Ketua KPI Pusat Mochamad Riyanto menyampaikan bahwa banyak hal mengenai penyiaran kampanye yang perlu diawasi untuk menuju pemilu yang jujur. Kemudian pentingnya pemenuhan kuota atau posting untuk pendidikan ke masyarakat dengan program-program sosialisasi pemilu sesuai domain KPU, karena berdasarkan amanah UU hal tersebut diperbolehkan.

Selain pengaturan soal kampanye, lanjut Riyanto, pendidikan politik bagi masyarakat melalui media penyiaran juga penting untuk dilakukan.
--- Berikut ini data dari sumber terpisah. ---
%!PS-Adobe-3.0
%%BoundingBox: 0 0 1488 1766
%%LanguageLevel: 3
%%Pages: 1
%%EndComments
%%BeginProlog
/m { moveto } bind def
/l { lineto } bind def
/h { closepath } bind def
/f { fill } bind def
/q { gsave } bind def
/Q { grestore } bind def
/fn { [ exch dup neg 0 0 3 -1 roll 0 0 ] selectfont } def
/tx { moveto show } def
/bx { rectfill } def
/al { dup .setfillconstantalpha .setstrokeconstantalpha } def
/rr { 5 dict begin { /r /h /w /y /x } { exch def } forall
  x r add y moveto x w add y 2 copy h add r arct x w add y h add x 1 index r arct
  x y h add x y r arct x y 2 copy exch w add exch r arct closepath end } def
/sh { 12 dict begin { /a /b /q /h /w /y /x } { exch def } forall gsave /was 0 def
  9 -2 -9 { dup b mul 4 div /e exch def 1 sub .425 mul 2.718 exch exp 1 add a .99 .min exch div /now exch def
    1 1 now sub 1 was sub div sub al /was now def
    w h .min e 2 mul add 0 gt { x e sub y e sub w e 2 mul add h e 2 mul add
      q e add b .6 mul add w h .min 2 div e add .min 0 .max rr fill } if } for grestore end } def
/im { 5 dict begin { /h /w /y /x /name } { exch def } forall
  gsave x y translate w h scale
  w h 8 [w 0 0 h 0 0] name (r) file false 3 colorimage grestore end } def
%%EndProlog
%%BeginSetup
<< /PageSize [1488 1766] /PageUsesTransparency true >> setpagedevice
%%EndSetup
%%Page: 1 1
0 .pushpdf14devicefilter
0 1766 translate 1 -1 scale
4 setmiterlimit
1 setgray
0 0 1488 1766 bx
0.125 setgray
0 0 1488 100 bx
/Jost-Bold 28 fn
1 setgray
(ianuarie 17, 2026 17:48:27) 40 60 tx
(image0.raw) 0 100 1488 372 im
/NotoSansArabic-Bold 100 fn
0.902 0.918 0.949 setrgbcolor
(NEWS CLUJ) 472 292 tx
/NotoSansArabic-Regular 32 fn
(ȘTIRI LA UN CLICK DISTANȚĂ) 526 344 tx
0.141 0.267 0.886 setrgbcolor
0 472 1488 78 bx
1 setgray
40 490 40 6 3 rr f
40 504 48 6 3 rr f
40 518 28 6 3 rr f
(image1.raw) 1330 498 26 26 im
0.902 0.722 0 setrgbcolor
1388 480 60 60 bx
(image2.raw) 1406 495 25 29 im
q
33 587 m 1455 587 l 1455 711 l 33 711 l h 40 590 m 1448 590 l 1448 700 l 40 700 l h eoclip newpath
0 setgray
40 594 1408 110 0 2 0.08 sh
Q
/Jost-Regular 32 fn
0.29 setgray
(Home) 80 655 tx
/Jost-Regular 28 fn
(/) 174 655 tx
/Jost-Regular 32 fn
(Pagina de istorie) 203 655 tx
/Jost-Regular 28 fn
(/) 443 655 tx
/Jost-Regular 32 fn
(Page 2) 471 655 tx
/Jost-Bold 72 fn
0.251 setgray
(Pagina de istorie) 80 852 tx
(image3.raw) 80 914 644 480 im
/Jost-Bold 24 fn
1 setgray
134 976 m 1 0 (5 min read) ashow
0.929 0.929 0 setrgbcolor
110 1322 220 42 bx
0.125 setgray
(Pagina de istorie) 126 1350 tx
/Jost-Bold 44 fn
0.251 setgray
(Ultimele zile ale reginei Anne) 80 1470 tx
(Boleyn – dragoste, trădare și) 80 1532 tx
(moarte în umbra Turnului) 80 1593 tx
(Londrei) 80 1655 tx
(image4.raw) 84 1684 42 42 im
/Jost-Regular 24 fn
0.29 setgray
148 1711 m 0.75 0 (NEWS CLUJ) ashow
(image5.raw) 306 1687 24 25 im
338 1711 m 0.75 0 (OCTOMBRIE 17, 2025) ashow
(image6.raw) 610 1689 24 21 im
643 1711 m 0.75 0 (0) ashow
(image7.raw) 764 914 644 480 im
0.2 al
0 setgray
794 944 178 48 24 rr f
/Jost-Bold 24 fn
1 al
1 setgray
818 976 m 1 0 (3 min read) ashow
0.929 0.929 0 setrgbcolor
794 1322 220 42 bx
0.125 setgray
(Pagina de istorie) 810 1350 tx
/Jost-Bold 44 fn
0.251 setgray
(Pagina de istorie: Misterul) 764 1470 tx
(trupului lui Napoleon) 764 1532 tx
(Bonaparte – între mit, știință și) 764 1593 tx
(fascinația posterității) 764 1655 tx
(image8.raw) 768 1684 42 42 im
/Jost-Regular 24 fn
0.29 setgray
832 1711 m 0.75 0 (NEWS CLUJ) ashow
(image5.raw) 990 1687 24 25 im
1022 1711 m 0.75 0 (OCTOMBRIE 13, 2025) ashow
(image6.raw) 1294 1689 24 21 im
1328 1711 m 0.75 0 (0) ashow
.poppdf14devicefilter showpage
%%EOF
Oleh sebab itu, KPI sedang menyiapkan sejumlah aturan untuk keperluan penyiaran iklan layanan masyarakat untuk pendidikan politik.

"Selanjutnya akan diatur juga mengenai kuota pemasangan iklan layanan masyarakat karena itu menjadi kebutuhan dan kewajiban," kata Riyanto.

Sementara itu, Ketua KPU, Husni Kamil Manik menyatakan kerjasama dengan KPI sangat strategis untuk mendukung dan membantu keberhasilan Pemilu tahun 2014. “KPU tidak punya kompetensi melakukan penilaian penyiaran, yang punya itu hanya KPI. Kami hanya mengurus hal-hal teknis soal penyelenggaraan Pemilu,” katanya usai penandatanganan MoU tersebut.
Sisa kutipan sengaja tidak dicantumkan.